Personal information
- Born: December 14, 2000 (age 25) Indianapolis, Indiana, U.S.
- Listed height: 6 ft 1 in (1.85 m)
- Listed weight: 212 lb (96 kg)

Career information
- High school: Warren Central (Indianapolis)
- College: Purdue (2019–2021)
- NFL draft: 2022 (3rd round, 99th overall pick)

Career history
- Cleveland Browns (2022–2025);

Awards and highlights
- Consensus All-American (2021); Big Ten Receiver of the Year (2021); Big Ten Freshman of the Year (2019); 2× First-team All-Big Ten (2020, 2021); Second-team All-Big Ten (2019);

Career NFL statistics
- Receptions: 41
- Receiving yards: 408
- Receiving touchdowns: 3
- Stats at Pro Football Reference

= David Bell (American football) =

American football player (born 2000)

David Kyreem Bell (born December 14, 2000) is an American former professional football player who spent his entire four-year career as a wide receiver with the Cleveland Browns of the National Football League (NFL).
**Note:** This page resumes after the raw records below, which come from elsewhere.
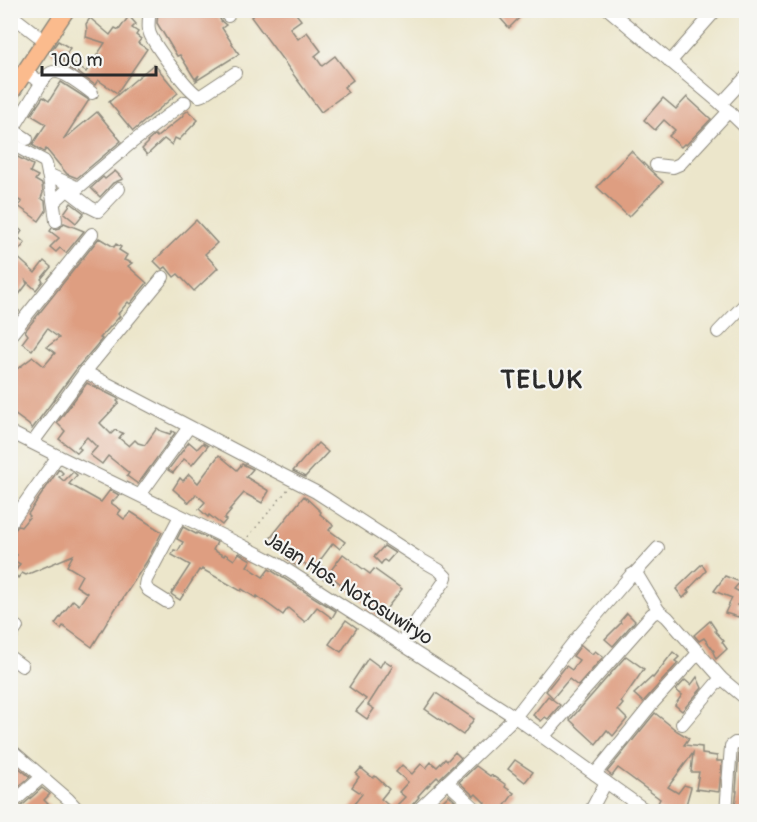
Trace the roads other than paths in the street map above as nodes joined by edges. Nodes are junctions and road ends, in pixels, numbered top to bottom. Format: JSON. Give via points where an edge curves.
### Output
{"nodes":[{"id":1,"x":53,"y":10,"type":"edge"},
{"id":2,"x":66,"y":10,"type":"edge"},
{"id":3,"x":150,"y":10,"type":"edge"},
{"id":4,"x":609,"y":10,"type":"edge"},
{"id":5,"x":716,"y":10,"type":"edge"},
{"id":6,"x":10,"y":14,"type":"edge"},
{"id":7,"x":37,"y":35,"type":"junction"},
{"id":8,"x":670,"y":62,"type":"junction"},
{"id":9,"x":235,"y":73,"type":"dead end"},
{"id":10,"x":18,"y":74,"type":"edge"},
{"id":11,"x":747,"y":76,"type":"edge"},
{"id":12,"x":42,"y":82,"type":"junction"},
{"id":13,"x":747,"y":88,"type":"edge"},
{"id":14,"x":10,"y":93,"type":"edge"},
{"id":15,"x":92,"y":93,"type":"dead end"},
{"id":16,"x":185,"y":102,"type":"dead end"},
{"id":17,"x":725,"y":108,"type":"junction"},
{"id":18,"x":747,"y":128,"type":"edge"},
{"id":19,"x":27,"y":139,"type":"dead end"},
{"id":20,"x":10,"y":143,"type":"edge"},
{"id":21,"x":656,"y":165,"type":"dead end"},
{"id":22,"x":48,"y":174,"type":"junction"},
{"id":23,"x":118,"y":189,"type":"dead end"},
{"id":24,"x":54,"y":202,"type":"junction"},
{"id":25,"x":56,"y":221,"type":"dead end"},
{"id":26,"x":92,"y":234,"type":"dead end"},
{"id":27,"x":163,"y":277,"type":"dead end"},
{"id":28,"x":747,"y":303,"type":"edge"},
{"id":29,"x":718,"y":332,"type":"dead end"},
{"id":30,"x":10,"y":336,"type":"edge"},
{"id":31,"x":86,"y":372,"type":"junction"},
{"id":32,"x":189,"y":427,"type":"junction"},
{"id":33,"x":10,"y":432,"type":"edge"},
{"id":34,"x":33,"y":442,"type":"junction"},
{"id":35,"x":58,"y":456,"type":"junction"},
{"id":36,"x":140,"y":495,"type":"junction"},
{"id":37,"x":180,"y":516,"type":"junction"},
{"id":38,"x":10,"y":524,"type":"edge"},
{"id":39,"x":658,"y":548,"type":"dead end"},
{"id":40,"x":635,"y":573,"type":"junction"},
{"id":41,"x":167,"y":602,"type":"dead end"},
{"id":42,"x":659,"y":611,"type":"junction"},
{"id":43,"x":401,"y":643,"type":"junction"},
{"id":44,"x":699,"y":652,"type":"junction"},
{"id":45,"x":10,"y":657,"type":"edge"},
{"id":46,"x":22,"y":666,"type":"dead end"},
{"id":47,"x":721,"y":678,"type":"junction"},
{"id":48,"x":747,"y":699,"type":"edge"},
{"id":49,"x":514,"y":717,"type":"junction"},
{"id":50,"x":682,"y":724,"type":"dead end"},
{"id":51,"x":544,"y":736,"type":"junction"},
{"id":52,"x":747,"y":743,"type":"edge"},
{"id":53,"x":11,"y":750,"type":"edge"},
{"id":54,"x":595,"y":774,"type":"junction"},
{"id":55,"x":42,"y":777,"type":"junction"},
{"id":56,"x":447,"y":782,"type":"junction"},
{"id":57,"x":606,"y":782,"type":"junction"},
{"id":58,"x":10,"y":805,"type":"edge"},
{"id":59,"x":77,"y":810,"type":"edge"},
{"id":60,"x":417,"y":812,"type":"edge"},
{"id":61,"x":479,"y":812,"type":"edge"},
{"id":62,"x":590,"y":812,"type":"edge"},
{"id":63,"x":648,"y":812,"type":"edge"},
{"id":64,"x":726,"y":812,"type":"edge"}],
"edges":[{"from":1,"to":7,"type":"highway"},
{"from":2,"to":10,"type":"highway"},
{"from":3,"to":9,"type":"street","via":[[150,32],[192,93],[202,95]]},
{"from":4,"to":8,"type":"street"},
{"from":5,"to":8,"type":"street"},
{"from":6,"to":7,"type":"street"},
{"from":7,"to":10,"type":"highway"},
{"from":8,"to":17,"type":"street"},
{"from":10,"to":12,"type":"street"},
{"from":10,"to":14,"type":"highway"},
{"from":11,"to":17,"type":"street"},
{"from":12,"to":15,"type":"street","via":[[50,73],[59,73]]},
{"from":12,"to":19,"type":"street","via":[[15,126],[16,132]]},
{"from":13,"to":17,"type":"street"},
{"from":16,"to":22,"type":"street","via":[[78,188]]},
{"from":17,"to":18,"type":"street"},
{"from":17,"to":21,"type":"street","via":[[680,164]]},
{"from":20,"to":22,"type":"street","via":[[44,161]]},
{"from":22,"to":24,"type":"street"},
{"from":23,"to":24,"type":"street","via":[[98,211],[69,190]]},
{"from":24,"to":25,"type":"street"},
{"from":26,"to":30,"type":"street"},
{"from":27,"to":31,"type":"street"},
{"from":28,"to":29,"type":"street"},
{"from":31,"to":32,"type":"street"},
{"from":31,"to":34,"type":"street"},
{"from":32,"to":36,"type":"street"},
{"from":32,"to":43,"type":"street","via":[[316,492],[446,577]]},
{"from":33,"to":34,"type":"street","name":"Jalan Hos. Notosuwiryo"},
{"from":34,"to":35,"type":"street","name":"Jalan Hos. Notosuwiryo"},
{"from":35,"to":36,"type":"street","name":"Jalan Hos. Notosuwiryo"},
{"from":35,"to":38,"type":"street"},
{"from":36,"to":37,"type":"street","name":"Jalan Hos. Notosuwiryo"},
{"from":37,"to":41,"type":"street","via":[[145,585]]},
{"from":37,"to":43,"type":"street","name":"Jalan Hos. Notosuwiryo","via":[[276,563]]},
{"from":39,"to":40,"type":"street"},
{"from":40,"to":42,"type":"street"},
{"from":40,"to":49,"type":"street"},
{"from":42,"to":44,"type":"street"},
{"from":42,"to":51,"type":"street","via":[[652,614]]},
{"from":43,"to":49,"type":"street","name":"Jalan Hos. Notosuwiryo"},
{"from":44,"to":47,"type":"street"},
{"from":44,"to":54,"type":"street"},
{"from":45,"to":46,"type":"street"},
{"from":47,"to":48,"type":"street"},
{"from":47,"to":50,"type":"street"},
{"from":49,"to":51,"type":"street","name":"Jalan Hos. Notosuwiryo"},
{"from":49,"to":56,"type":"street"},
{"from":51,"to":54,"type":"street","name":"Jalan Hos. Notosuwiryo"},
{"from":52,"to":64,"type":"street","via":[[731,746]]},
{"from":53,"to":55,"type":"street"},
{"from":54,"to":57,"type":"street","name":"Jalan Hos. Notosuwiryo"},
{"from":55,"to":58,"type":"street"},
{"from":55,"to":59,"type":"street"},
{"from":56,"to":60,"type":"street"},
{"from":56,"to":61,"type":"street"},
{"from":57,"to":62,"type":"street"},
{"from":57,"to":63,"type":"street","name":"Jalan Hos. Notosuwiryo"}]}
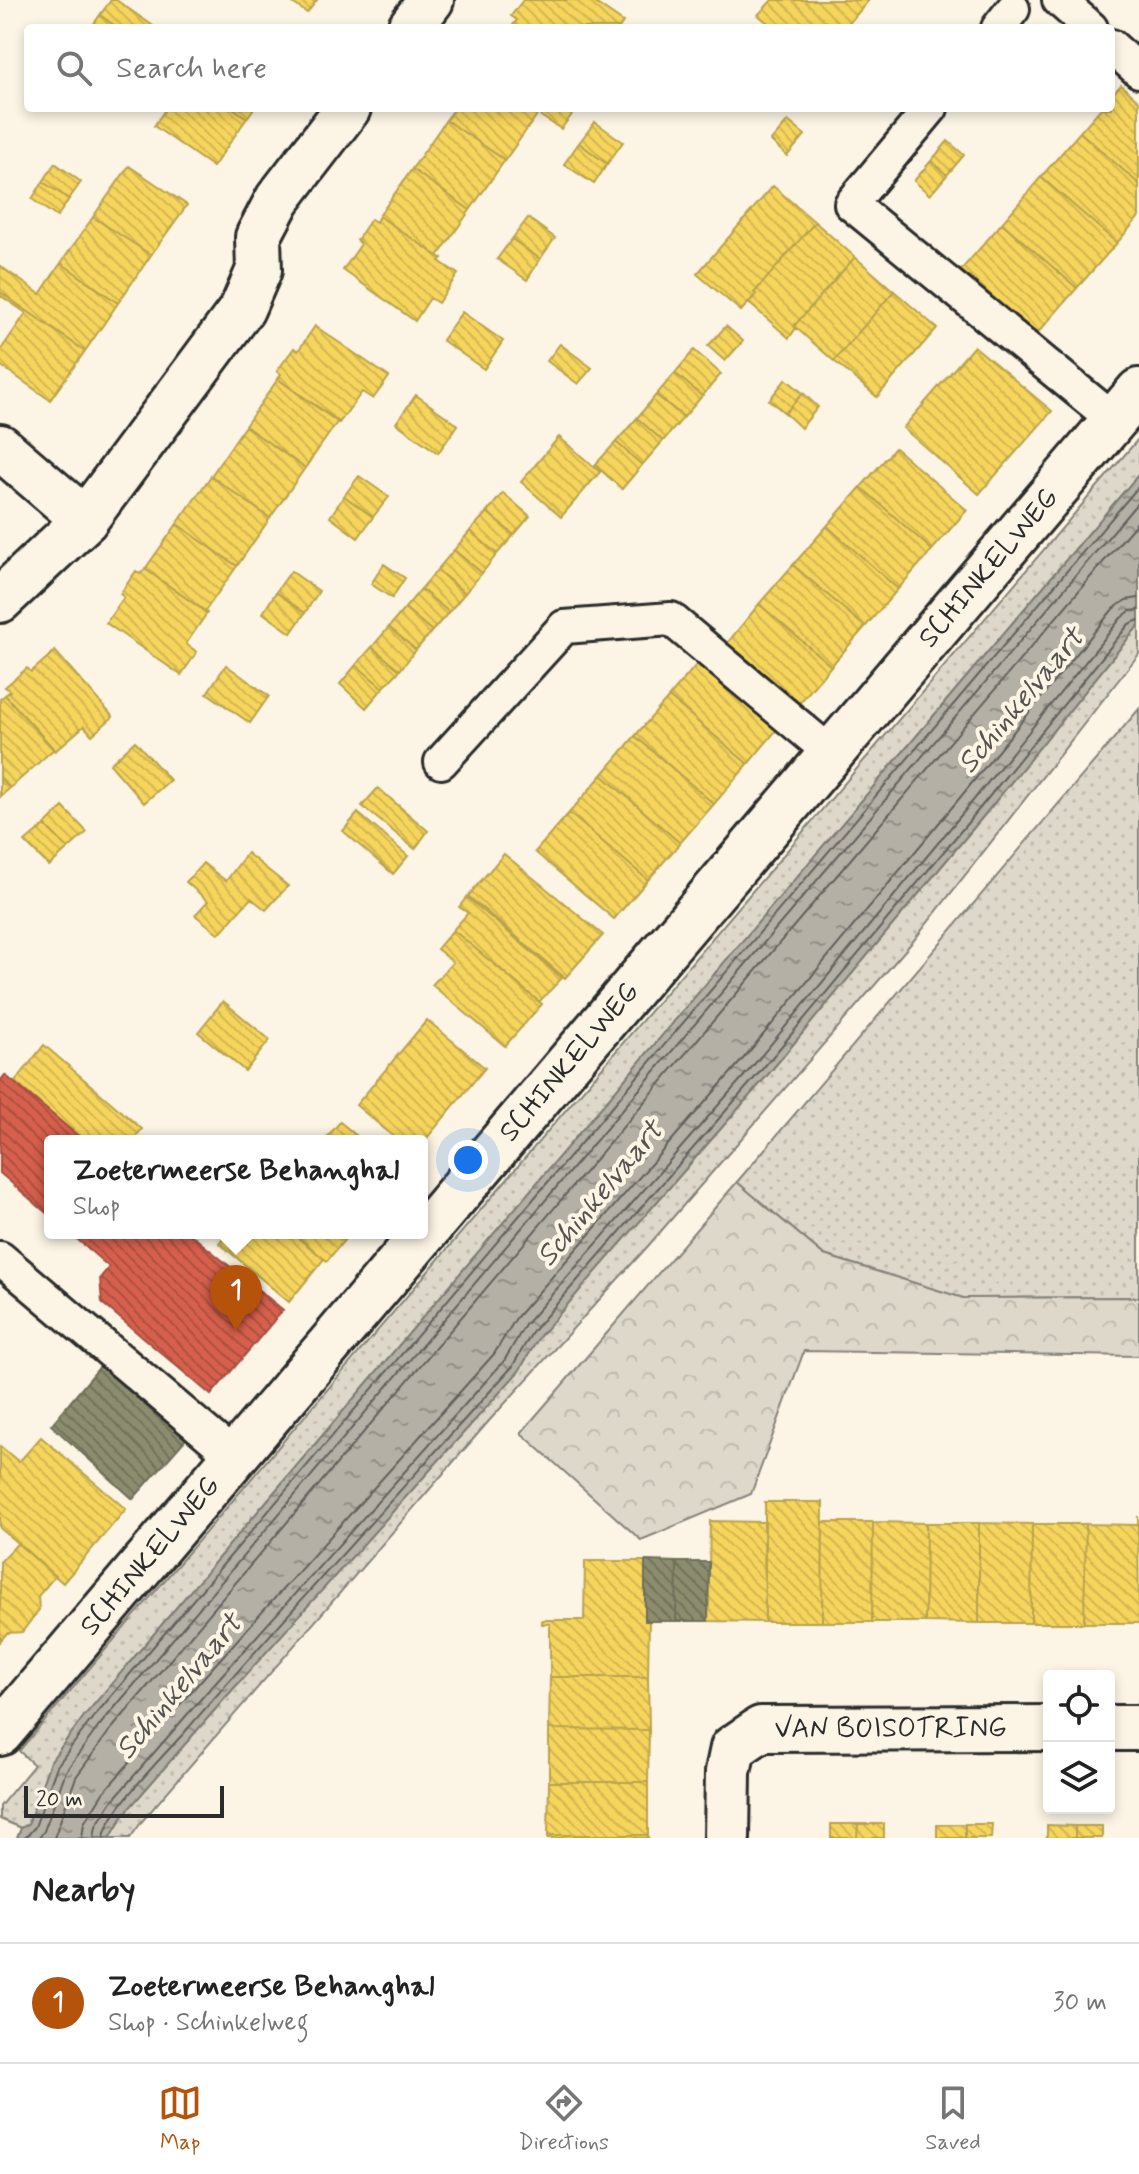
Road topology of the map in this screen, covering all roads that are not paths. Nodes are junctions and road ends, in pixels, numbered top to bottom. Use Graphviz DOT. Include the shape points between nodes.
graph roads {
  1 [pos="431,0"];
  2 [pos="1059,0"];
  3 [pos="413,24"];
  4 [pos="1086,24"];
  5 [pos="1115,50"];
  6 [pos="1139,71"];
  7 [pos="345,112"];
  8 [pos="928,112"];
  9 [pos="1126,406"];
  10 [pos="0,447"];
  11 [pos="85,520"];
  12 [pos="0,600"];
  13 [pos="832,754"];
  14 [pos="441,762"];
  15 [pos="428,1230"];
  16 [pos="420,1239"];
  17 [pos="0,1258"];
  18 [pos="235,1457"];
  19 [pos="1043,1728"];
  20 [pos="1115,1728"];
  21 [pos="1139,1728"];
  22 [pos="0,1733"];
  23 [pos="727,1838"];
  1 -- 3 [label="street"];
  2 -- 4 [label="lane"];
  5 -- 6 [label="lane"];
  7 -- 11 [label="street" via="278,199 258,237 259,270 242,309"];
  8 -- 9 [label="lane" via="851,204"];
  9 -- 13 [label="street, SCHINKELWEG"];
  10 -- 11 [label="street"];
  11 -- 12 [label="street"];
  13 -- 14 [label="lane" via="671,619 564,627"];
  13 -- 15 [label="street, SCHINKELWEG"];
  16 -- 18 [label="street, SCHINKELWEG"];
  17 -- 18 [label="lane"];
  18 -- 22 [label="street, SCHINKELWEG"];
  19 -- 23 [label="street, VAN BOISOTRING" via="761,1729 733,1748"];
  20 -- 21 [label="street"];
}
He played college football for the Purdue Boilermakers and was selected by the Browns in the third round of the 2022 NFL draft.

==Early life==
Bell grew up in Indianapolis, Indiana, and attended Warren Central High School. As a junior, Bell recorded 52 catches for 1,075 yards and 11 touchdowns. He was also a member of Warren Central's undefeated Class 4A State Championship Basketball team. As a senior, Bell caught 85 passes for 1,542 yards and 22 touchdowns and was named the Marion County Athlete of the Year and Male Athlete of the Year by The Indianapolis Star as well as the Indiana Gatorade Player of the Year as the Warriors went on to win the 6A State Title. Rated the best recruit in Indiana by several outlets, Bell committed to play college football at Purdue over offers from Penn State and Ohio State during the All-American Bowl.

==College career==
Bell became a starter at wide receiver as a true freshman at Purdue University. Bell was named the Big Ten Conference Freshman of the Week four times, including after catching nine passes for 138 yards and two touchdowns on October 12, 2019, against Maryland. He finished the season with 86 receptions for 1,035 yards and seven touchdowns and was named the Big Ten Freshman of the Year.

Bell was named the Big Ten co-Offensive Player of the Week for the first week of his sophomore season after catching 13 passes for 121 yards and three touchdowns in a 24–20 win over Iowa. He was named first-team All-Big Ten after catching 53 passes for 625 yards and eight touchdowns over six games in the team's COVID-19-shortened 2020 season. As a junior, Bell repeated as a first-team All-Big Ten selection and the Richter–Howard Receiver of the Year. He was named as a Consensus All-American for 2021.

===College statistics===

| Year | Team | Games |  | Receiving |  |  |  | Rushing |  |  |  |
| GP | GS | Rec | Yards | Avg | TD | Att | Yards | Avg | TD |
| 2019 | Purdue | 12 | 9 | 86 | 1,035 | 12.0 | 7 | 3 | 12 | 4.0 | 1 |
| 2020 | Purdue | 6 | 6 | 53 | 625 | 11.8 | 8 | 0 | 0 | 0.0 | 0 |
| 2021 | Purdue | 11 | 11 | 93 | 1,286 | 13.8 | 6 | 3 | 39 | 13.0 | 0 |
| Career |  | 29 | 26 | 232 | 2,946 | 12.7 | 21 | 6 | 51 | 8.5 | 1 |

==Professional career==

Bell was selected by the Cleveland Browns with the 99th overall pick in the third round of the 2022 NFL draft. He finished his rookie season with 24 receptions for 214 receiving yards in 16 games and three starts.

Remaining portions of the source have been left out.